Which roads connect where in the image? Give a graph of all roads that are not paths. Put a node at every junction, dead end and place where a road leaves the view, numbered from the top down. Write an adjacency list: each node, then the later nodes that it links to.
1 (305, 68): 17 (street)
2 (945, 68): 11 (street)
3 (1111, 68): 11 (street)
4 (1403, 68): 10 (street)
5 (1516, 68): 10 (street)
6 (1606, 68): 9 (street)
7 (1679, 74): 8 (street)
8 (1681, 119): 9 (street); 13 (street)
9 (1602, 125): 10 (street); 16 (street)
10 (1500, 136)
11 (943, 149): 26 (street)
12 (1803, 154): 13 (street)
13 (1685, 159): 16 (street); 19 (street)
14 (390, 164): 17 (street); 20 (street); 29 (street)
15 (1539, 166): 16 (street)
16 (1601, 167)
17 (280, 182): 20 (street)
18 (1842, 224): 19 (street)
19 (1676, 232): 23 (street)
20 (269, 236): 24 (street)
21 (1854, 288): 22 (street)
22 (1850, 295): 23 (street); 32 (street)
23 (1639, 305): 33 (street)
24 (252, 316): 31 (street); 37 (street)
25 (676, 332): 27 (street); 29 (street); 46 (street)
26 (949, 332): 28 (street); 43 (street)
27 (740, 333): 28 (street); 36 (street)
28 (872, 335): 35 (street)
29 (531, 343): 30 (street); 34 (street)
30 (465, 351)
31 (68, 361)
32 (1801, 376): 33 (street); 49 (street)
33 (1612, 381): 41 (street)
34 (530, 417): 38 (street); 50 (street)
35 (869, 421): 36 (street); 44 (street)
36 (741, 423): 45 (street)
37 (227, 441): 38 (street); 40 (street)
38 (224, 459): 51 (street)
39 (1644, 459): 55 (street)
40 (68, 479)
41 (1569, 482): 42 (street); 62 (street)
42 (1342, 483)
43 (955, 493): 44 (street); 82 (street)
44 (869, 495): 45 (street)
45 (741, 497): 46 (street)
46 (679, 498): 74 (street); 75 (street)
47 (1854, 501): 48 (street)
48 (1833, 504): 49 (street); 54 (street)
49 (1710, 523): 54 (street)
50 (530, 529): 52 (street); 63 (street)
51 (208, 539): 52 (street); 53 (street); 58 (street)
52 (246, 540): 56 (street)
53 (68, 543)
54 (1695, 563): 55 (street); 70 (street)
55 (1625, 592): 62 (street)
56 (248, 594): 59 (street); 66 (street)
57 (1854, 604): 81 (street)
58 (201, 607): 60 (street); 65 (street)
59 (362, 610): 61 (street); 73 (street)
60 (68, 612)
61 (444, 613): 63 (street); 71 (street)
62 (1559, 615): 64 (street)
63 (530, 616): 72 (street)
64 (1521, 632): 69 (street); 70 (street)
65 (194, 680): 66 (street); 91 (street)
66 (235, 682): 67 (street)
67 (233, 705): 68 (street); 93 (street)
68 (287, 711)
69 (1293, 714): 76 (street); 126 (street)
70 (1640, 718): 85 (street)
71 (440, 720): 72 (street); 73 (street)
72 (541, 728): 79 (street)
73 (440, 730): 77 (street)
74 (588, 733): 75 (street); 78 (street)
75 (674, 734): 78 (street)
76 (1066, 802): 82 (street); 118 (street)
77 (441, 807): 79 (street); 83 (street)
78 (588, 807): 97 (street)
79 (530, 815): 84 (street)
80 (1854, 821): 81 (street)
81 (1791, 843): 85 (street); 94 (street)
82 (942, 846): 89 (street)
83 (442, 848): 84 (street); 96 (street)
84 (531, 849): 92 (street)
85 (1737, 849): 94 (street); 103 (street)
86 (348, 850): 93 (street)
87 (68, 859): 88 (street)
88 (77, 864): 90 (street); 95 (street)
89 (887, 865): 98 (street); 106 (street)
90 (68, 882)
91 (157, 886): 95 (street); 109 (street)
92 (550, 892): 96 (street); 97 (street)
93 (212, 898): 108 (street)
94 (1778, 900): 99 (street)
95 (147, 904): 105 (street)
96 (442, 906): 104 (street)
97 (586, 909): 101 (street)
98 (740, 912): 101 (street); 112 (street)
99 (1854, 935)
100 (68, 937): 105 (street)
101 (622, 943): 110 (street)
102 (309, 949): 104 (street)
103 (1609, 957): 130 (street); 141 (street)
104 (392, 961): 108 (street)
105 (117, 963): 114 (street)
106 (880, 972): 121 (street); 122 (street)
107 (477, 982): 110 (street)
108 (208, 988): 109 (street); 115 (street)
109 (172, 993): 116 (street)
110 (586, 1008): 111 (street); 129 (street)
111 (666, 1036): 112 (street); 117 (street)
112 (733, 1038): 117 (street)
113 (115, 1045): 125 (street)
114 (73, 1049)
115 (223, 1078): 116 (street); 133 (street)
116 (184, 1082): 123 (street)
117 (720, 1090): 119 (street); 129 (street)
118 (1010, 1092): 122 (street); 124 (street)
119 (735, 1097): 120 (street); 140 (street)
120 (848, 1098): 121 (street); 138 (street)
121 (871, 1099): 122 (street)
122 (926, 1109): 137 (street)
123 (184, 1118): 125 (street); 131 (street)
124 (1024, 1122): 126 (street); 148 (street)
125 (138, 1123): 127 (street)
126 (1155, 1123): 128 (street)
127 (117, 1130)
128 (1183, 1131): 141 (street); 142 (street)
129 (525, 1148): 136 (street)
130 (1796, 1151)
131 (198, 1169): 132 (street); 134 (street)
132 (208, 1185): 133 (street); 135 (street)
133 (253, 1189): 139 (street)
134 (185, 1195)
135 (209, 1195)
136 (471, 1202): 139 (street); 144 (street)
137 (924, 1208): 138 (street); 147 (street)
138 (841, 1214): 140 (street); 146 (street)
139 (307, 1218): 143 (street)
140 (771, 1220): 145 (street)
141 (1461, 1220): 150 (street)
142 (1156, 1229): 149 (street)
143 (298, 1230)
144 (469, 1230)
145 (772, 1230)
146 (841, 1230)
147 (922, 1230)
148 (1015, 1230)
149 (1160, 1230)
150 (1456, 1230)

######

_REQUIRED WORK:_
Each line in the listing above is to be returned unchanged.

_THE ANSWER:_
Which roads connect where in the image? Give a graph of all roads that are not paths. Put a node at every junction, dead end and place where a road leaves the view, numbered from the top down. Write an adjacency list: each node, then the later nodes that it links to.
1 (305, 68): 17 (street)
2 (945, 68): 11 (street)
3 (1111, 68): 11 (street)
4 (1403, 68): 10 (street)
5 (1516, 68): 10 (street)
6 (1606, 68): 9 (street)
7 (1679, 74): 8 (street)
8 (1681, 119): 9 (street); 13 (street)
9 (1602, 125): 10 (street); 16 (street)
10 (1500, 136)
11 (943, 149): 26 (street)
12 (1803, 154): 13 (street)
13 (1685, 159): 16 (street); 19 (street)
14 (390, 164): 17 (street); 20 (street); 29 (street)
15 (1539, 166): 16 (street)
16 (1601, 167)
17 (280, 182): 20 (street)
18 (1842, 224): 19 (street)
19 (1676, 232): 23 (street)
20 (269, 236): 24 (street)
21 (1854, 288): 22 (street)
22 (1850, 295): 23 (street); 32 (street)
23 (1639, 305): 33 (street)
24 (252, 316): 31 (street); 37 (street)
25 (676, 332): 27 (street); 29 (street); 46 (street)
26 (949, 332): 28 (street); 43 (street)
27 (740, 333): 28 (street); 36 (street)
28 (872, 335): 35 (street)
29 (531, 343): 30 (street); 34 (street)
30 (465, 351)
31 (68, 361)
32 (1801, 376): 33 (street); 49 (street)
33 (1612, 381): 41 (street)
34 (530, 417): 38 (street); 50 (street)
35 (869, 421): 36 (street); 44 (street)
36 (741, 423): 45 (street)
37 (227, 441): 38 (street); 40 (street)
38 (224, 459): 51 (street)
39 (1644, 459): 55 (street)
40 (68, 479)
41 (1569, 482): 42 (street); 62 (street)
42 (1342, 483)
43 (955, 493): 44 (street); 82 (street)
44 (869, 495): 45 (street)
45 (741, 497): 46 (street)
46 (679, 498): 74 (street); 75 (street)
47 (1854, 501): 48 (street)
48 (1833, 504): 49 (street); 54 (street)
49 (1710, 523): 54 (street)
50 (530, 529): 52 (street); 63 (street)
51 (208, 539): 52 (street); 53 (street); 58 (street)
52 (246, 540): 56 (street)
53 (68, 543)
54 (1695, 563): 55 (street); 70 (street)
55 (1625, 592): 62 (street)
56 (248, 594): 59 (street); 66 (street)
57 (1854, 604): 81 (street)
58 (201, 607): 60 (street); 65 (street)
59 (362, 610): 61 (street); 73 (street)
60 (68, 612)
61 (444, 613): 63 (street); 71 (street)
62 (1559, 615): 64 (street)
63 (530, 616): 72 (street)
64 (1521, 632): 69 (street); 70 (street)
65 (194, 680): 66 (street); 91 (street)
66 (235, 682): 67 (street)
67 (233, 705): 68 (street); 93 (street)
68 (287, 711)
69 (1293, 714): 76 (street); 126 (street)
70 (1640, 718): 85 (street)
71 (440, 720): 72 (street); 73 (street)
72 (541, 728): 79 (street)
73 (440, 730): 77 (street)
74 (588, 733): 75 (street); 78 (street)
75 (674, 734): 78 (street)
76 (1066, 802): 82 (street); 118 (street)
77 (441, 807): 79 (street); 83 (street)
78 (588, 807): 97 (street)
79 (530, 815): 84 (street)
80 (1854, 821): 81 (street)
81 (1791, 843): 85 (street); 94 (street)
82 (942, 846): 89 (street)
83 (442, 848): 84 (street); 96 (street)
84 (531, 849): 92 (street)
85 (1737, 849): 94 (street); 103 (street)
86 (348, 850): 93 (street)
87 (68, 859): 88 (street)
88 (77, 864): 90 (street); 95 (street)
89 (887, 865): 98 (street); 106 (street)
90 (68, 882)
91 (157, 886): 95 (street); 109 (street)
92 (550, 892): 96 (street); 97 (street)
93 (212, 898): 108 (street)
94 (1778, 900): 99 (street)
95 (147, 904): 105 (street)
96 (442, 906): 104 (street)
97 (586, 909): 101 (street)
98 (740, 912): 101 (street); 112 (street)
99 (1854, 935)
100 (68, 937): 105 (street)
101 (622, 943): 110 (street)
102 (309, 949): 104 (street)
103 (1609, 957): 130 (street); 141 (street)
104 (392, 961): 108 (street)
105 (117, 963): 114 (street)
106 (880, 972): 121 (street); 122 (street)
107 (477, 982): 110 (street)
108 (208, 988): 109 (street); 115 (street)
109 (172, 993): 116 (street)
110 (586, 1008): 111 (street); 129 (street)
111 (666, 1036): 112 (street); 117 (street)
112 (733, 1038): 117 (street)
113 (115, 1045): 125 (street)
114 (73, 1049)
115 (223, 1078): 116 (street); 133 (street)
116 (184, 1082): 123 (street)
117 (720, 1090): 119 (street); 129 (street)
118 (1010, 1092): 122 (street); 124 (street)
119 (735, 1097): 120 (street); 140 (street)
120 (848, 1098): 121 (street); 138 (street)
121 (871, 1099): 122 (street)
122 (926, 1109): 137 (street)
123 (184, 1118): 125 (street); 131 (street)
124 (1024, 1122): 126 (street); 148 (street)
125 (138, 1123): 127 (street)
126 (1155, 1123): 128 (street)
127 (117, 1130)
128 (1183, 1131): 141 (street); 142 (street)
129 (525, 1148): 136 (street)
130 (1796, 1151)
131 (198, 1169): 132 (street); 134 (street)
132 (208, 1185): 133 (street); 135 (street)
133 (253, 1189): 139 (street)
134 (185, 1195)
135 (209, 1195)
136 (471, 1202): 139 (street); 144 (street)
137 (924, 1208): 138 (street); 147 (street)
138 (841, 1214): 140 (street); 146 (street)
139 (307, 1218): 143 (street)
140 (771, 1220): 145 (street)
141 (1461, 1220): 150 (street)
142 (1156, 1229): 149 (street)
143 (298, 1230)
144 (469, 1230)
145 (772, 1230)
146 (841, 1230)
147 (922, 1230)
148 (1015, 1230)
149 (1160, 1230)
150 (1456, 1230)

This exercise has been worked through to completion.